Find how many lines below mention "Left". Nothing but the number is needed.
[[ MATERIAL SUPPLIED open ]]
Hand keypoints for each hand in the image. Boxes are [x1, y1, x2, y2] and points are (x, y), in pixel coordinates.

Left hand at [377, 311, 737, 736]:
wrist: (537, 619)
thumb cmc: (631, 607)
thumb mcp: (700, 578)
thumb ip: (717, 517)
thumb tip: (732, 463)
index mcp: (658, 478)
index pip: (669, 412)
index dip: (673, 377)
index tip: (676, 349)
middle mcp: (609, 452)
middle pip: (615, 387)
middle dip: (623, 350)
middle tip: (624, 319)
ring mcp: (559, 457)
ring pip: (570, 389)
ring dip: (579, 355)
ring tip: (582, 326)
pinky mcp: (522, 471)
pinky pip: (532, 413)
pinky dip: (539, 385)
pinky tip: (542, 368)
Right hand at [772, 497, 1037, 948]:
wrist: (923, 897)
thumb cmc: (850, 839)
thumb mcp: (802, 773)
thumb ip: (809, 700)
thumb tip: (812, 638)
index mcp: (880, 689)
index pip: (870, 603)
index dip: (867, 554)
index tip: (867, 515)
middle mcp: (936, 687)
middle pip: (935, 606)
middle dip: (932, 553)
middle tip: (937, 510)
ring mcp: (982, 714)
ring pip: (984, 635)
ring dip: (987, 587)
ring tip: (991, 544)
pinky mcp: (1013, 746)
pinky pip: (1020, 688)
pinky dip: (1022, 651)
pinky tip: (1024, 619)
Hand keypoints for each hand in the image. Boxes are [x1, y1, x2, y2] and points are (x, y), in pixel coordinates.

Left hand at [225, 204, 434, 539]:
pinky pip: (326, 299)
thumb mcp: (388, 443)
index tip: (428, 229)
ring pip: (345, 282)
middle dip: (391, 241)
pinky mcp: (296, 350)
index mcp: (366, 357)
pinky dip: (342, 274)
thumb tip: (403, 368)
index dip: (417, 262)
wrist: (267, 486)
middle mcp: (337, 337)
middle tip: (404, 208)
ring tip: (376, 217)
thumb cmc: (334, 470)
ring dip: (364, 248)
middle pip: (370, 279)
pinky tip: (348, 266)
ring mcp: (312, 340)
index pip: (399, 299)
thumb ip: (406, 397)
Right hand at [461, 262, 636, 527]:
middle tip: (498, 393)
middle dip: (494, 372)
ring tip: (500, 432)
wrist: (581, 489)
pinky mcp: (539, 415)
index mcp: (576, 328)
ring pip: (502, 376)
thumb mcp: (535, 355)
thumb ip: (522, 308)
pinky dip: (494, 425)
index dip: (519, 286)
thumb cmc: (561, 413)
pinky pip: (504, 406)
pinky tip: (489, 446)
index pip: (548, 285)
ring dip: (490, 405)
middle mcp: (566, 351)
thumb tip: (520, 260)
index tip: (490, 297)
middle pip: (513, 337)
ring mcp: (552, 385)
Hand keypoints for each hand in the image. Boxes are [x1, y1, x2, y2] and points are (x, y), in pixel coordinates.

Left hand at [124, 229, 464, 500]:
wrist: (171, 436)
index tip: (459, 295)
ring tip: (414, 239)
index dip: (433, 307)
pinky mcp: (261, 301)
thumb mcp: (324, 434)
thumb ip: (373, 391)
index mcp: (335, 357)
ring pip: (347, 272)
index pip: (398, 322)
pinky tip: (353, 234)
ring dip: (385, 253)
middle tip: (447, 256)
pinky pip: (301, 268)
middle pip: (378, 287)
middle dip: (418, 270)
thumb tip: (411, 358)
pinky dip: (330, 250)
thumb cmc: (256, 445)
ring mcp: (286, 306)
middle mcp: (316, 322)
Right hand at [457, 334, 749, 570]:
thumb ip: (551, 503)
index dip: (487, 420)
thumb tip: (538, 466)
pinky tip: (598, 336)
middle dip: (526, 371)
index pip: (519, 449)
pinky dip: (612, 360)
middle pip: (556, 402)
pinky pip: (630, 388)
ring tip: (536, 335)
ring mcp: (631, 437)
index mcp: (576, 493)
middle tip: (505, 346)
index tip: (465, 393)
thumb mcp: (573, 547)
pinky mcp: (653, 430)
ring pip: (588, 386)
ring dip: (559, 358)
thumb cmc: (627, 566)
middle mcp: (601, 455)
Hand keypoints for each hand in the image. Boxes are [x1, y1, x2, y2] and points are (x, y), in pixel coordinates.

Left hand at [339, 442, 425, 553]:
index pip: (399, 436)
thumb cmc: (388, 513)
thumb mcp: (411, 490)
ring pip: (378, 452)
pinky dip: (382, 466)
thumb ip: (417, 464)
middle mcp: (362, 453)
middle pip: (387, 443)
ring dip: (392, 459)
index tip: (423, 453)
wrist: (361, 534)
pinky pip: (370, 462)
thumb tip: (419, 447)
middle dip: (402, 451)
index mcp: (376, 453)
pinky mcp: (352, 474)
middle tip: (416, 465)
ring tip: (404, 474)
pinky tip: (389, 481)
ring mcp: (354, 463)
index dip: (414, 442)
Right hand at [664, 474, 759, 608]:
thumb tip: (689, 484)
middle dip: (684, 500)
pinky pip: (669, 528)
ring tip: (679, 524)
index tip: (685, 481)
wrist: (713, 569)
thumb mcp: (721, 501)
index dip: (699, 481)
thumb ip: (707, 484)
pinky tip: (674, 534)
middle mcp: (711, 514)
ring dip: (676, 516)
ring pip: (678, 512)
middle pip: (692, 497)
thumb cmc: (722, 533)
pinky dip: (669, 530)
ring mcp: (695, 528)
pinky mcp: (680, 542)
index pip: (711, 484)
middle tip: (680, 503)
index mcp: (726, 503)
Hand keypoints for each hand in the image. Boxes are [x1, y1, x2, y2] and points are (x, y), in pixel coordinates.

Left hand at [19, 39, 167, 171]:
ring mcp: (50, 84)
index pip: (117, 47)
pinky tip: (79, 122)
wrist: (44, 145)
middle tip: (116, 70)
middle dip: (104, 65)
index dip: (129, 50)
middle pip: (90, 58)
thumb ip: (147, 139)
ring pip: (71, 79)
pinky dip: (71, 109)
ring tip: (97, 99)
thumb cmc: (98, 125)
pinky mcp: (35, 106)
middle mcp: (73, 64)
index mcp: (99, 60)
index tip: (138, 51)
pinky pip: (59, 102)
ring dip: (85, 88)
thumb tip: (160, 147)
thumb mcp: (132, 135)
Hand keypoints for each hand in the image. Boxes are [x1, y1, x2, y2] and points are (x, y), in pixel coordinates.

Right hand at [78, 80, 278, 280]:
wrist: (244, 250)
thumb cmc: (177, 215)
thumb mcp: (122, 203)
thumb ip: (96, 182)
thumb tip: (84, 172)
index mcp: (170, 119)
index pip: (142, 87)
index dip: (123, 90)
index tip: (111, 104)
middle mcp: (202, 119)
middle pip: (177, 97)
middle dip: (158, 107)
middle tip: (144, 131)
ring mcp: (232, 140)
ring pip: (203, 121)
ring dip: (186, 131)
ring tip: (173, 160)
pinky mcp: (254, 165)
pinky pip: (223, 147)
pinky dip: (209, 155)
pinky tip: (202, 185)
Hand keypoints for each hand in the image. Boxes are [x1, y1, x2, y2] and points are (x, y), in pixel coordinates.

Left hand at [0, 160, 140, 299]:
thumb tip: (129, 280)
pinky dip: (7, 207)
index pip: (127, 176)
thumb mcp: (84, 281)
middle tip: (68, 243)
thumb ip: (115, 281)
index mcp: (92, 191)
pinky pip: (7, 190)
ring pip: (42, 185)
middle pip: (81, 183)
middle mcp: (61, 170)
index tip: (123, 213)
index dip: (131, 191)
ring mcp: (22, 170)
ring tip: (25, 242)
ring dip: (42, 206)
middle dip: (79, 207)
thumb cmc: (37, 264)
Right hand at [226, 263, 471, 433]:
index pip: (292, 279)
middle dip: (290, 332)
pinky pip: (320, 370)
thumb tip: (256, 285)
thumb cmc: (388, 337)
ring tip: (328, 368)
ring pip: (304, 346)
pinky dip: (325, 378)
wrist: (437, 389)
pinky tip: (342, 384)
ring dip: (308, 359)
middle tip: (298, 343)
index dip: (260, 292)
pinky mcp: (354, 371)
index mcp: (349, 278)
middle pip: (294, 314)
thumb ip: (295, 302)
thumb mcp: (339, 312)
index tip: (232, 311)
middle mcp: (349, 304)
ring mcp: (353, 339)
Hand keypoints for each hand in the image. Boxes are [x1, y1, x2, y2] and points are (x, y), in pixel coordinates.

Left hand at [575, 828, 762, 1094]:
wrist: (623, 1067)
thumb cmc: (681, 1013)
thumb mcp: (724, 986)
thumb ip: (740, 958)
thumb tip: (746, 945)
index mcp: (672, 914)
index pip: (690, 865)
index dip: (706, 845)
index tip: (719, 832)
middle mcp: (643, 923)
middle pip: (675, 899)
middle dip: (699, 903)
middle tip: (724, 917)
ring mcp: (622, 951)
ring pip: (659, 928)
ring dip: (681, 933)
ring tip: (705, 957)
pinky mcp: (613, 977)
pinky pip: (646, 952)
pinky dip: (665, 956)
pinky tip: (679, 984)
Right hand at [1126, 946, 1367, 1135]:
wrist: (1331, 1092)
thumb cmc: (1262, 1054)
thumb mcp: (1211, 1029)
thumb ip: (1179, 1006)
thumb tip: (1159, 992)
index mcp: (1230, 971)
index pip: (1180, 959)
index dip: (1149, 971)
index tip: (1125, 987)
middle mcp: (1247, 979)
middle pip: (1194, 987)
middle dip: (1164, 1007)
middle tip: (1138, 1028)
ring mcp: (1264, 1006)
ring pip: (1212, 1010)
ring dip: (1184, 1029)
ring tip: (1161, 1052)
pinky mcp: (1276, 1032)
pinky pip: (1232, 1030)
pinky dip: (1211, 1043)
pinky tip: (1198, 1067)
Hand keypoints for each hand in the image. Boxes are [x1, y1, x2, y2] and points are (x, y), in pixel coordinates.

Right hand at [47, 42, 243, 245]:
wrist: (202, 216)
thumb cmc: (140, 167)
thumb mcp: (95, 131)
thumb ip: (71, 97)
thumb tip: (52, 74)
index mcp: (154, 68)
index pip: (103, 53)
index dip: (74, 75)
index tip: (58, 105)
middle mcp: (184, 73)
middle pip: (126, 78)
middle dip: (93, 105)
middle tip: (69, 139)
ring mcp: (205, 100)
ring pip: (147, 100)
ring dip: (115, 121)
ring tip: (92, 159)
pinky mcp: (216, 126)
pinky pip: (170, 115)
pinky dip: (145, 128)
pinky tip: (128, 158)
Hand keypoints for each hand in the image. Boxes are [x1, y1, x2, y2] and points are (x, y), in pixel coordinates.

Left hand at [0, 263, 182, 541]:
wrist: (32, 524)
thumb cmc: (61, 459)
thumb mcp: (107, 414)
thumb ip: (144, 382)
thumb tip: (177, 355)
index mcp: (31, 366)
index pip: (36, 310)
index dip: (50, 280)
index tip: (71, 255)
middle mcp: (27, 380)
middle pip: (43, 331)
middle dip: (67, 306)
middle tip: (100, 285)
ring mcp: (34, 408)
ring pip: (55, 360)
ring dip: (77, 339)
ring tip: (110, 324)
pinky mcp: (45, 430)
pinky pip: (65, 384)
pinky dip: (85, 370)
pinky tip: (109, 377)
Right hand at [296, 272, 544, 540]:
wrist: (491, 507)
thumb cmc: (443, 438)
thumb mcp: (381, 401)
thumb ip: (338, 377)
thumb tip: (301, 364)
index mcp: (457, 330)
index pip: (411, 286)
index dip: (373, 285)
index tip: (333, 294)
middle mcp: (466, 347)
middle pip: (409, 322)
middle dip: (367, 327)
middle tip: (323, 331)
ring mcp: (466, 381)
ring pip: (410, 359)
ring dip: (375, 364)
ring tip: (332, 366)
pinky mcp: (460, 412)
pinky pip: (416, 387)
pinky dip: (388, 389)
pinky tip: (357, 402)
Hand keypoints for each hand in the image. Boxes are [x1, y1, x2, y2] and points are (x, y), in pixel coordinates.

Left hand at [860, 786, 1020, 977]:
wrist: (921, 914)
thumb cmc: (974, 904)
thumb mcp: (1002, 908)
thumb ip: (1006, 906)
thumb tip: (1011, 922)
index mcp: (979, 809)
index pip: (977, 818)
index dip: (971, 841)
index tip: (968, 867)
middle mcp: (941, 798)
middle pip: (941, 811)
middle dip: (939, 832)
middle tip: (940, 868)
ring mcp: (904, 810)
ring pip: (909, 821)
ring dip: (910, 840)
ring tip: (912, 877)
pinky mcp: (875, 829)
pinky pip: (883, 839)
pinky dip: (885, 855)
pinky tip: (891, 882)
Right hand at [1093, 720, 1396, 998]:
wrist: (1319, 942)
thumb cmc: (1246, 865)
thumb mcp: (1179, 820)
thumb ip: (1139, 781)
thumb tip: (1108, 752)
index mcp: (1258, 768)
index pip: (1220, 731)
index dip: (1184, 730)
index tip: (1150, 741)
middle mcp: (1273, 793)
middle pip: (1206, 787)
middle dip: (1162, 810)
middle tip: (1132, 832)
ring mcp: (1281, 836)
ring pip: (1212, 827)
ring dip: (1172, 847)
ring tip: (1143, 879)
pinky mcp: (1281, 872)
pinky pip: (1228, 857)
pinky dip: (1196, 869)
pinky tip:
[[ MATERIAL SUPPLIED closed ]]
ANSWER FOR THE TASK: 9